Some of them engage in an intensive dialogue with the site photographed, while in others the site serves as a platform for a sculptural or a pictorial gesture. Sometimes a short text is added, which responds to the photograph in which it appears, or to the entire series. After scanning and separating the film into positive and negative, the landscape continues to change through the digital means: Parts of the picture vanish or change shape, and other objects are added to it.

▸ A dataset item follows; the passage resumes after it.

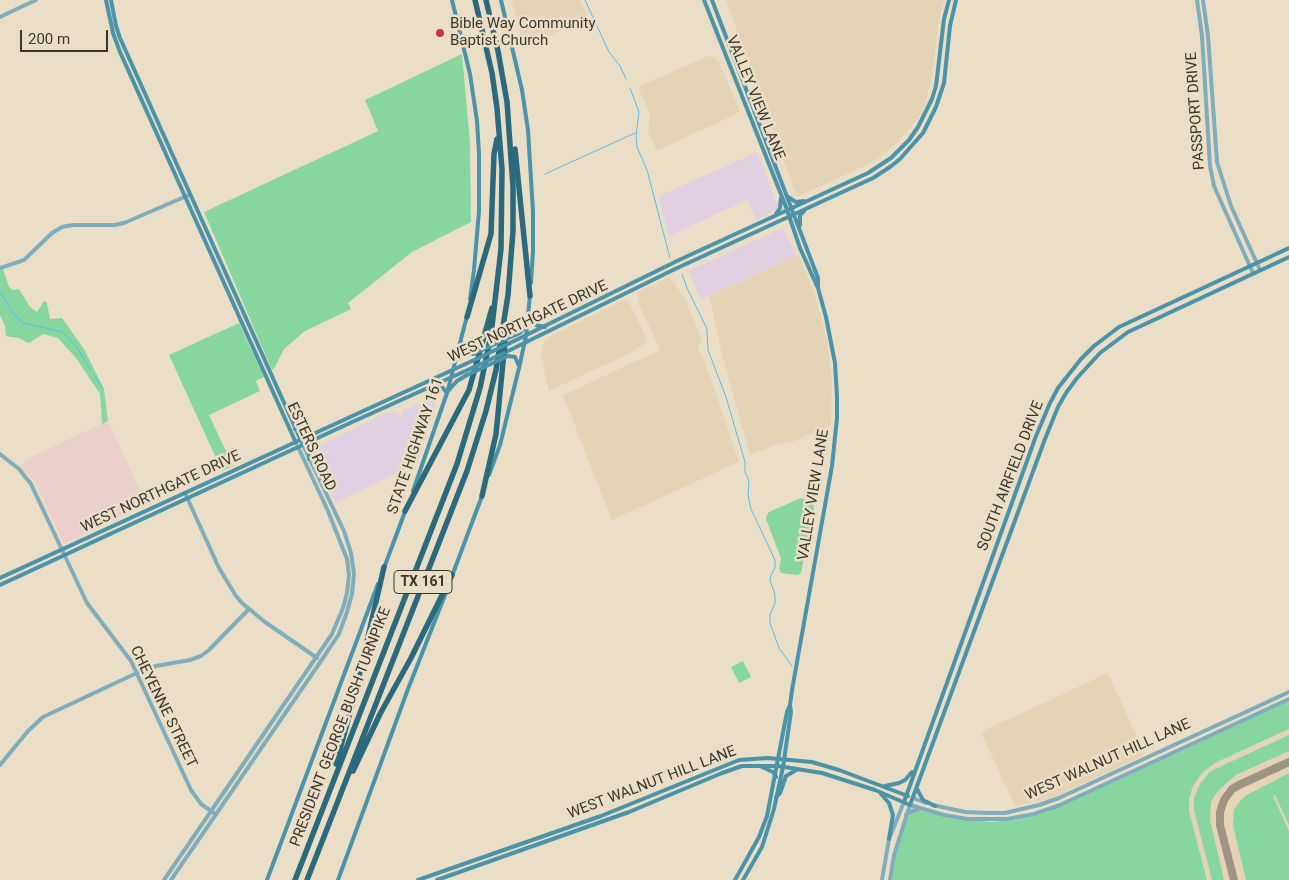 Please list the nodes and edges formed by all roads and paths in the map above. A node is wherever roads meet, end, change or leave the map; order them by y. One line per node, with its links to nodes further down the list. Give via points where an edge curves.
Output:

This action, which combines the positive and the negative, was born from a fantasy about the possibility that a photograph could reappear charged with a loaded range completely deviating from reality, of non-linear relationships between the real and fiction, a range that obviously cannot be captured in photography. All interferences in the image, from the hybridization of the film to the intervention in the site photographed, the sculptural gestures and the text, apparently seek to produce a uniform surface. However, after an extended inspection the photographs deconstruct into several levels of representation with a varying ontological status – or so it seems.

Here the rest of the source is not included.